About Caltech Astronomy
Astronomer Royal of the United Kingdom, Martin Rees, summed up Caltech's legacy in astronomy when he said, "The universe of astronomy has no center, but the universe of astronomers does. For years that center has been in Pasadena, California."
As part of Caltech's Division of Physics, Mathematics and Astronomy, the astronomy department's primary mission is to perform cutting-edge research in astronomy and astrophysics while educating undergraduate and graduate students to become the scientific leaders of tomorrow.
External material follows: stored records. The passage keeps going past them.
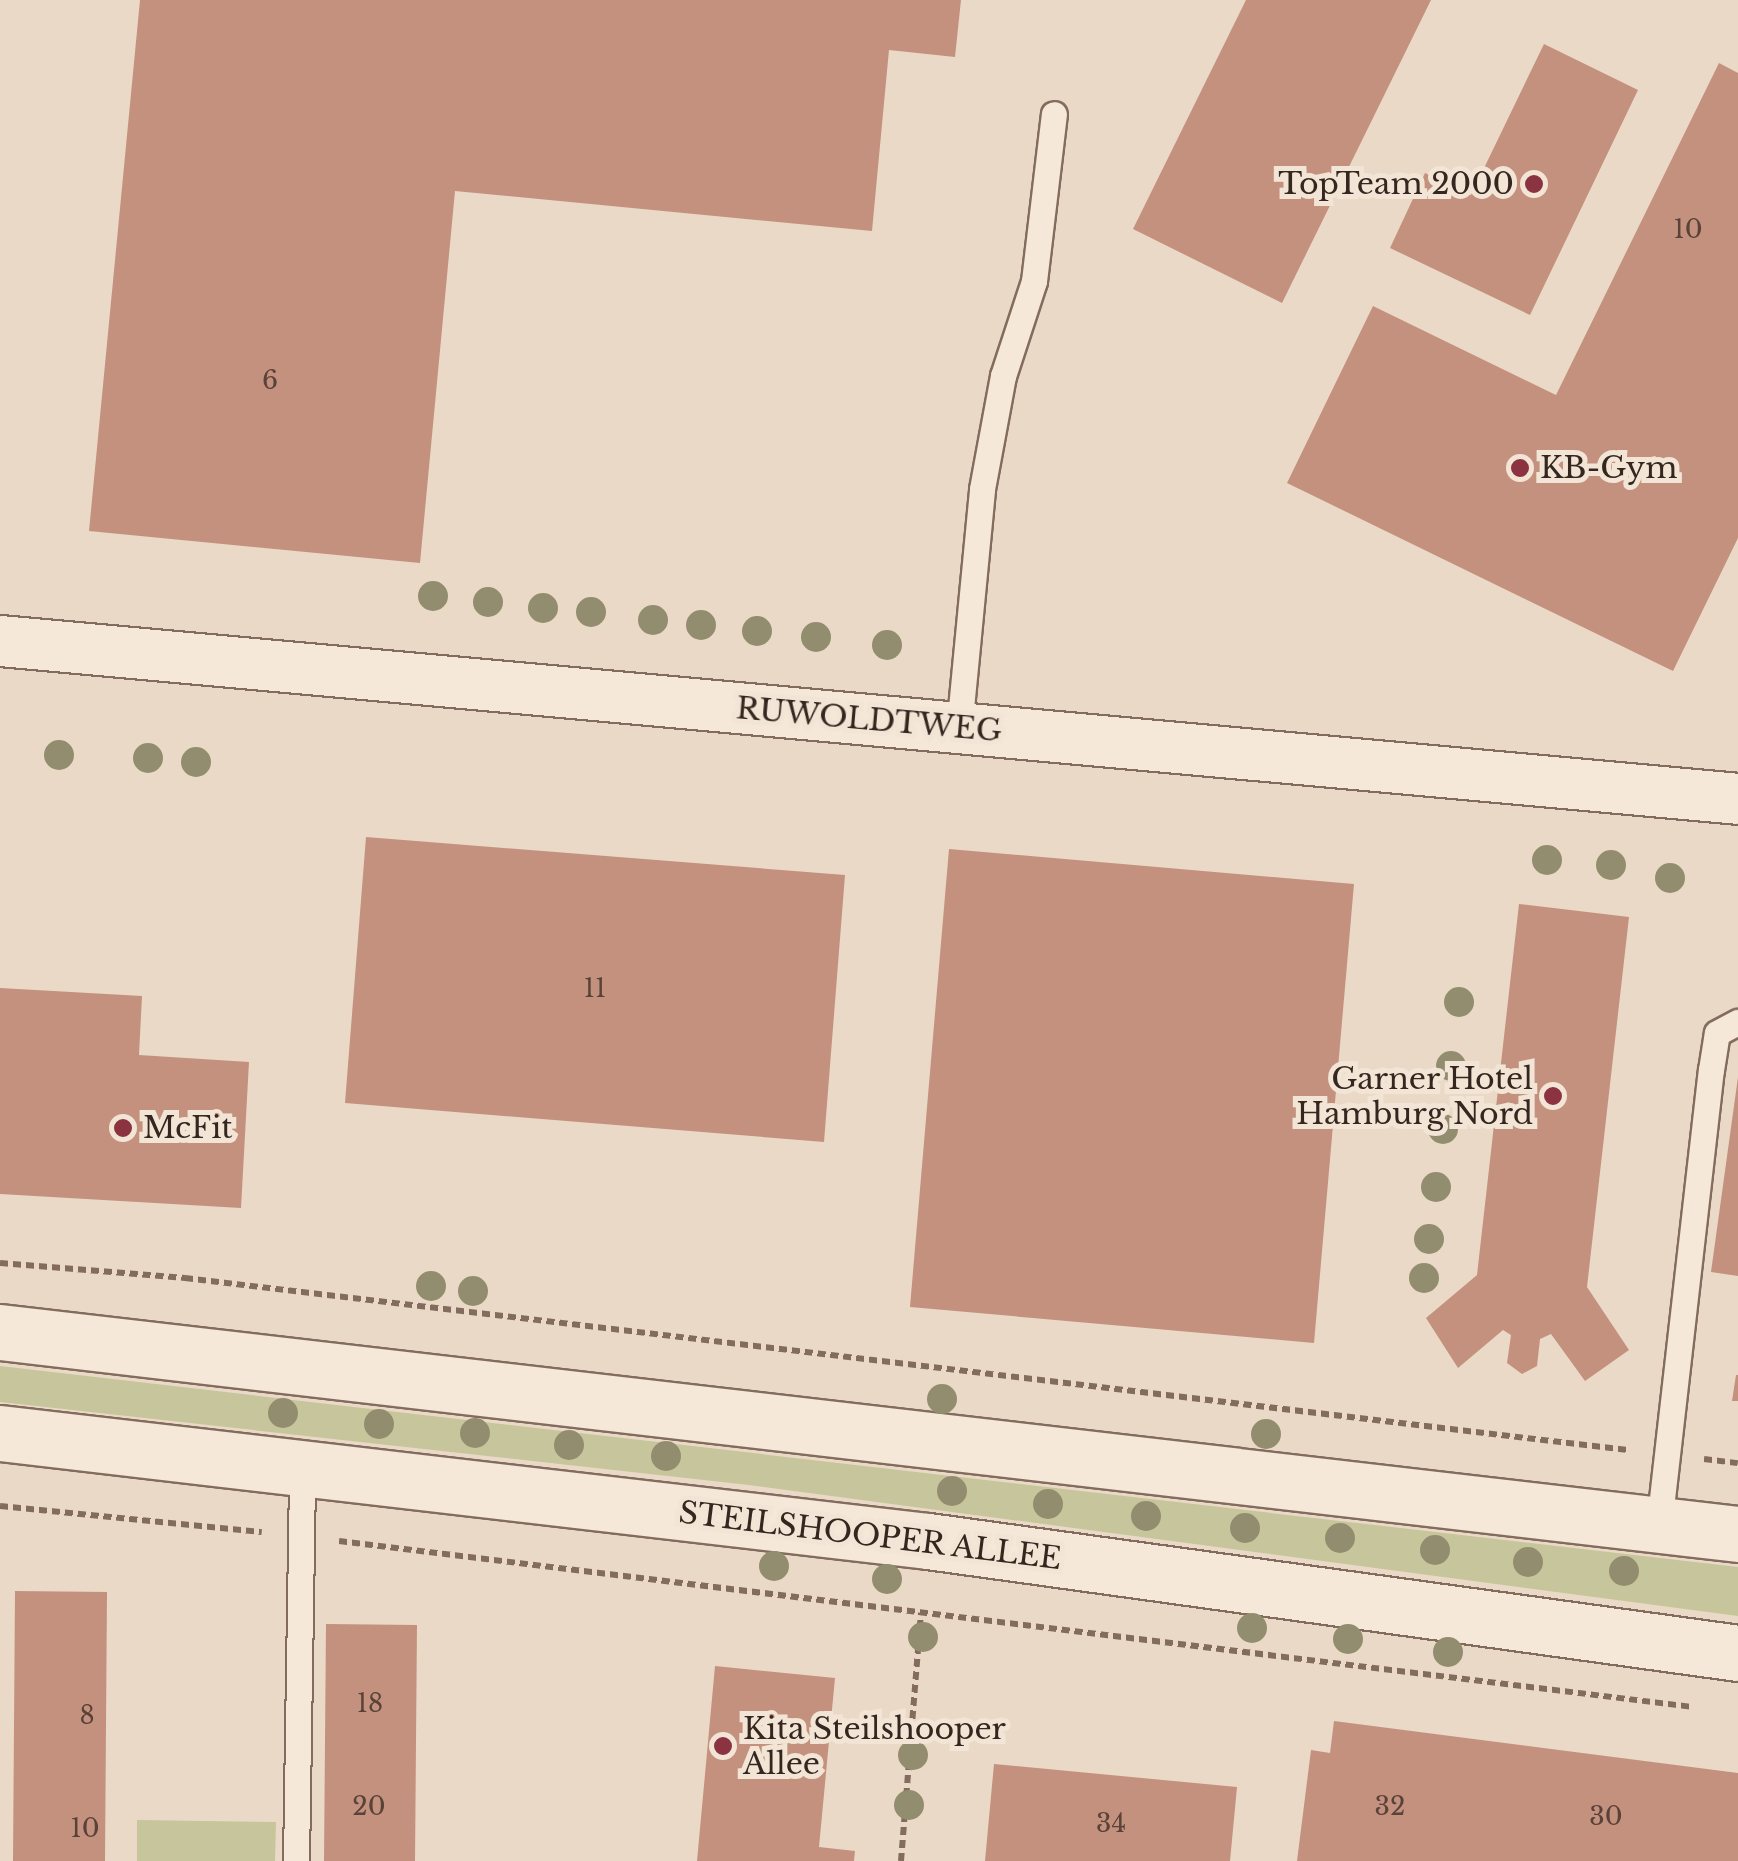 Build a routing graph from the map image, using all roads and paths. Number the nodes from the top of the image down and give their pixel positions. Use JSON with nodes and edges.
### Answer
{"nodes":[{"id":1,"x":1054,"y":114,"type":"dead end"},
{"id":2,"x":0,"y":641,"type":"edge"},
{"id":3,"x":959,"y":729,"type":"junction"},
{"id":4,"x":1738,"y":800,"type":"edge"},
{"id":5,"x":1738,"y":1022,"type":"edge"},
{"id":6,"x":0,"y":1263,"type":"edge"},
{"id":7,"x":0,"y":1332,"type":"edge"},
{"id":8,"x":0,"y":1433,"type":"edge"},
{"id":9,"x":1667,"y":1454,"type":"junction"},
{"id":10,"x":1738,"y":1463,"type":"edge"},
{"id":11,"x":302,"y":1468,"type":"junction"},
{"id":12,"x":0,"y":1506,"type":"edge"},
{"id":13,"x":1660,"y":1525,"type":"junction"},
{"id":14,"x":1738,"y":1534,"type":"edge"},
{"id":15,"x":302,"y":1536,"type":"junction"},
{"id":16,"x":922,"y":1612,"type":"junction"},
{"id":17,"x":1738,"y":1654,"type":"edge"},
{"id":18,"x":1699,"y":1708,"type":"dead end"},
{"id":19,"x":296,"y":1861,"type":"edge"},
{"id":20,"x":901,"y":1861,"type":"edge"}],
"edges":[{"from":1,"to":3,"type":"lane"},
{"from":2,"to":3,"type":"street","name":"RUWOLDTWEG"},
{"from":3,"to":4,"type":"street","name":"RUWOLDTWEG"},
{"from":5,"to":9,"type":"lane"},
{"from":6,"to":9,"type":"path"},
{"from":7,"to":13,"type":"main road"},
{"from":8,"to":11,"type":"main road","name":"STEILSHOOPER ALLEE"},
{"from":9,"to":10,"type":"path"},
{"from":9,"to":13,"type":"lane"},
{"from":11,"to":15,"type":"lane"},
{"from":11,"to":17,"type":"main road","name":"STEILSHOOPER ALLEE"},
{"from":12,"to":15,"type":"path"},
{"from":13,"to":14,"type":"main road"},
{"from":15,"to":16,"type":"path"},
{"from":15,"to":19,"type":"lane"},
{"from":16,"to":18,"type":"path"},
{"from":16,"to":20,"type":"path"}]} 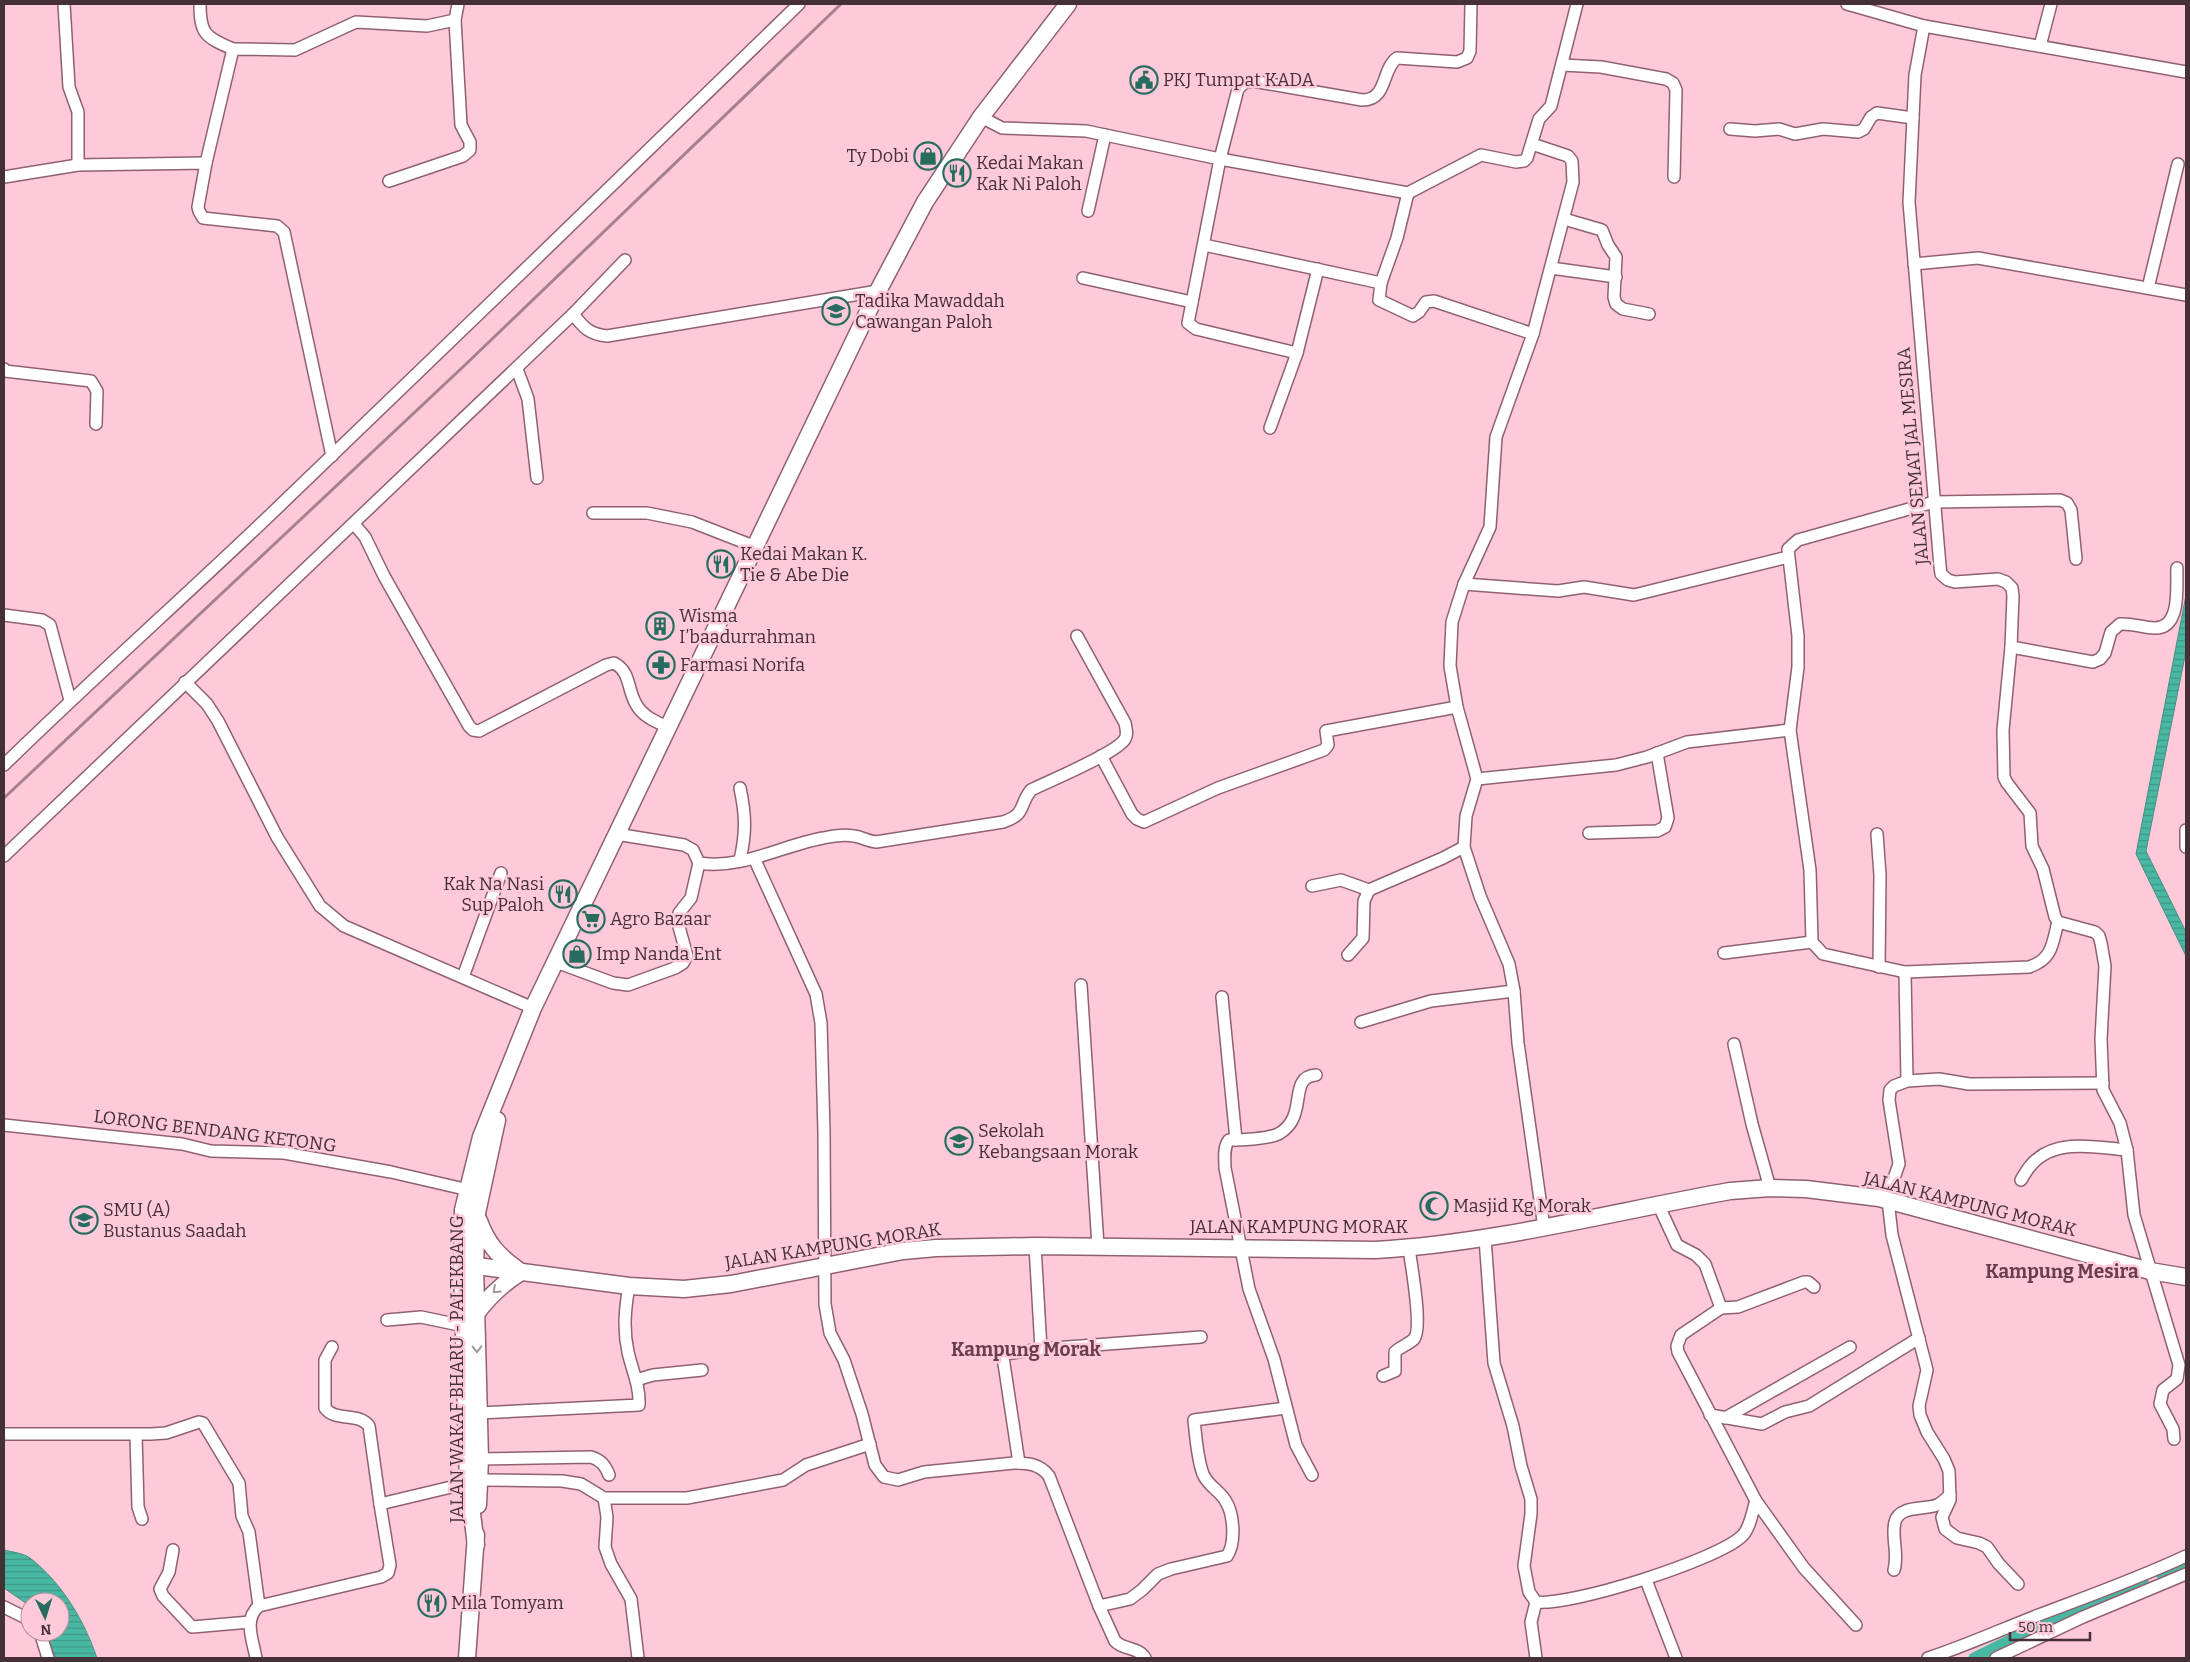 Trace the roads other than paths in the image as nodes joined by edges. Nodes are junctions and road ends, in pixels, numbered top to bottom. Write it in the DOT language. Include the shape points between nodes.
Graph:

Astronomy has been a major component of Caltech's scientific identity since the early days of the Institute. George Ellery Hale, the first director of the Mount Wilson Observatory, was elected to the board of trustees of Throop Polytechnic Institute (later to be renamed the California Institute of Technology) in 1907. Hale is largely responsible for shifting the institution's focus to engineering and science, fields in which Caltech would quickly become a world leader.
Among Caltech's major contributions to the field of astronomy is the first survey of the entire sky visible from the Northern Hemisphere, the Palomar Observatory Sky Survey. Conducted in l948, it revealed thousands of new stars, galaxies, and comets. This provided astronomers the world over with an atlas of the heavens to be used for the next three decades. Today, Palomar Mountain in San Diego County is home to the 200-inch Hale Telescope, which was for four decades the largest and most powerful optical telescope in the Western Hemisphere.
In 1964, Caltech astronomer Maarten Schmidt determined that quasars--a puzzling class of cosmic objects--were the most powerful and distant objects in the universe. Since quasar light travels for billions of years to reach Earth, Schmidt's discovery gave astronomers unprecedented insight into how the universe looked billions of years before the birth of the sun and its planets.
Today, the Caltech astronomy department--led by more than 30 faculty--continues to engage in a wide variety of astronomical research projects, with topics ranging from nearby stars to the most distant galaxies in the universe. To help maintain these research efforts, the department supports an interest in worldwide astronomical observatories at locations ranging from San Diego County to Hawaii to the Chilean Andes, including
The Palomar Observatory, located in San Diego County, was dedicated in 1948 and is home to the 200-inch Hale Telescope, as well as a 60-inch instrument, the 48-inch Samuel Oschin Telescope, and an 18-inch Schmidt Telescope.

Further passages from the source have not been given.